This is how you get sub-minute freshness in the warehouse instead of nightly. Trade: more moving pieces, more chance for drift between OLTP and warehouse.
Wide Tables vs. Snowflake Schema
Two extremes of normalization:
| Wide table | Snowflake schema |
|---|---|
| Single denormalized fact table with all the dimensions inlined | Fully normalized; star schema with dimension tables further split into sub-dimensions |
| Fast queries (no joins) | Slower queries (many joins) |
| Storage cost: high (duplicated dimension data) | Storage cost: low |
| Schema changes hurt | Schema changes localized |
| Modern columnar handles wide tables fine | Old-school best practice |
Modern warehouses (Snowflake, BigQuery, ClickHouse) make wide tables practical because:
- Columns you don't query don't get read
- Compression on repeated dimension values is good
- No join cost
A pragmatic middle: star schema in the analytics layer (clean, evolvable), wide table for serving (fast for dashboards).

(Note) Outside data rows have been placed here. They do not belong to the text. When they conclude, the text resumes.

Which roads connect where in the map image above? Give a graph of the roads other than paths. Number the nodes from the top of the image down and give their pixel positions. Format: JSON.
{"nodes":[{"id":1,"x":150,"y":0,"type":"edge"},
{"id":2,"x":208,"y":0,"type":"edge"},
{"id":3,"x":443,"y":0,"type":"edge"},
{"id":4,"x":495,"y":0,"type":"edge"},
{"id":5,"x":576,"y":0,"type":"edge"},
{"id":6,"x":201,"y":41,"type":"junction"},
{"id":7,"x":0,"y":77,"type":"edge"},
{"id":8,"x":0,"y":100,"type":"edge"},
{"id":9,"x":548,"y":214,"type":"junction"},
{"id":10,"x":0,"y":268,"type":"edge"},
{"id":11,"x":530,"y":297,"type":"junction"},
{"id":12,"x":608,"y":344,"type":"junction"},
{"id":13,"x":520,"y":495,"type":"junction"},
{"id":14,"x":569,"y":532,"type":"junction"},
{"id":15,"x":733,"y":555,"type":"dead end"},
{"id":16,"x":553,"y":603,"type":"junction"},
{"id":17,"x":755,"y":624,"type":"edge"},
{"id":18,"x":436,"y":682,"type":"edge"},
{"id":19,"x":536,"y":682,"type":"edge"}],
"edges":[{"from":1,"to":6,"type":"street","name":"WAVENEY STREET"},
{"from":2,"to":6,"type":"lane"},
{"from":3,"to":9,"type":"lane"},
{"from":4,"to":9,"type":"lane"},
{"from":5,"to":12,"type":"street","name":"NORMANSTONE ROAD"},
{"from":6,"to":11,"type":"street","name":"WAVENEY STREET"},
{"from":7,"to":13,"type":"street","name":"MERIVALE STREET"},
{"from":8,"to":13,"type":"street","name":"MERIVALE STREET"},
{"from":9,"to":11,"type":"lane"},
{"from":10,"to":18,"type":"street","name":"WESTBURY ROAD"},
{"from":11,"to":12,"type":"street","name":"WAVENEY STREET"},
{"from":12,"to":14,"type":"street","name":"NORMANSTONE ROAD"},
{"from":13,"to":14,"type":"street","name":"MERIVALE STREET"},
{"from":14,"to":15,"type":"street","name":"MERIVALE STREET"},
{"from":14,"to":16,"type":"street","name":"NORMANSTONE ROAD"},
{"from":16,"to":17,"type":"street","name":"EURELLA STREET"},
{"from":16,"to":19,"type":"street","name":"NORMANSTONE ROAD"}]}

Time-Travel and Snapshotting
Modern warehouses keep recent history:
-- Snowflake: query as of 2 hours ago
SELECT * FROM orders AT(OFFSET => -7200);
-- BigQuery: query as of timestamp
SELECT * FROM `project.dataset.orders`
FOR SYSTEM_TIME AS OF TIMESTAMP_SUB(CURRENT_TIMESTAMP(), INTERVAL 2 HOUR);
-- Iceberg (open table format): time travel by snapshot id
SELECT * FROM orders.history;
SELECT * FROM orders FOR SYSTEM_VERSION AS OF 1234567890;Use cases:
- Undo a bad transform: revert to the table state before yesterday's dbt run
- Audit: "what did the data look like on this date?"
- Reproducibility: ML model training reproduces with the exact data snapshot
Time-travel retention is typically days (default) to months (paid feature). Cheap, useful, often saves a Friday.
Lakehouse Pattern (Bronze/Silver/Gold)
Databricks' framing, useful even on other stacks:
Bronze (raw): ingested as-is, immutable, fast to land
↓ light cleanup
Silver (cleaned): parsed, normalized, deduped, sometimes joined
↓ aggregation, business logic
Gold (curated): analytics-ready facts and dimensions; what BI usesEach layer is a set of tables, often in Parquet/Iceberg/Delta. Re-running Bronze→Silver→Gold is cheap because storage is cheap.
dbt's "staging → marts" structure mirrors this. The lakehouse is just the storage + table-format flavor.
Anti-Patterns
Treating the warehouse like OLTP. Single-row inserts every second. Death by overhead. Batch.
Updates over big tables. Columnar storage rewrites a whole partition per update. Append + use the latest row; or use MERGE carefully.
No partitioning on the biggest table. Every query scans the full thing. Bill bloats; queries slow.
dbt sprawl. 500 models, no organization, unclear ownership. Group by domain; enforce naming.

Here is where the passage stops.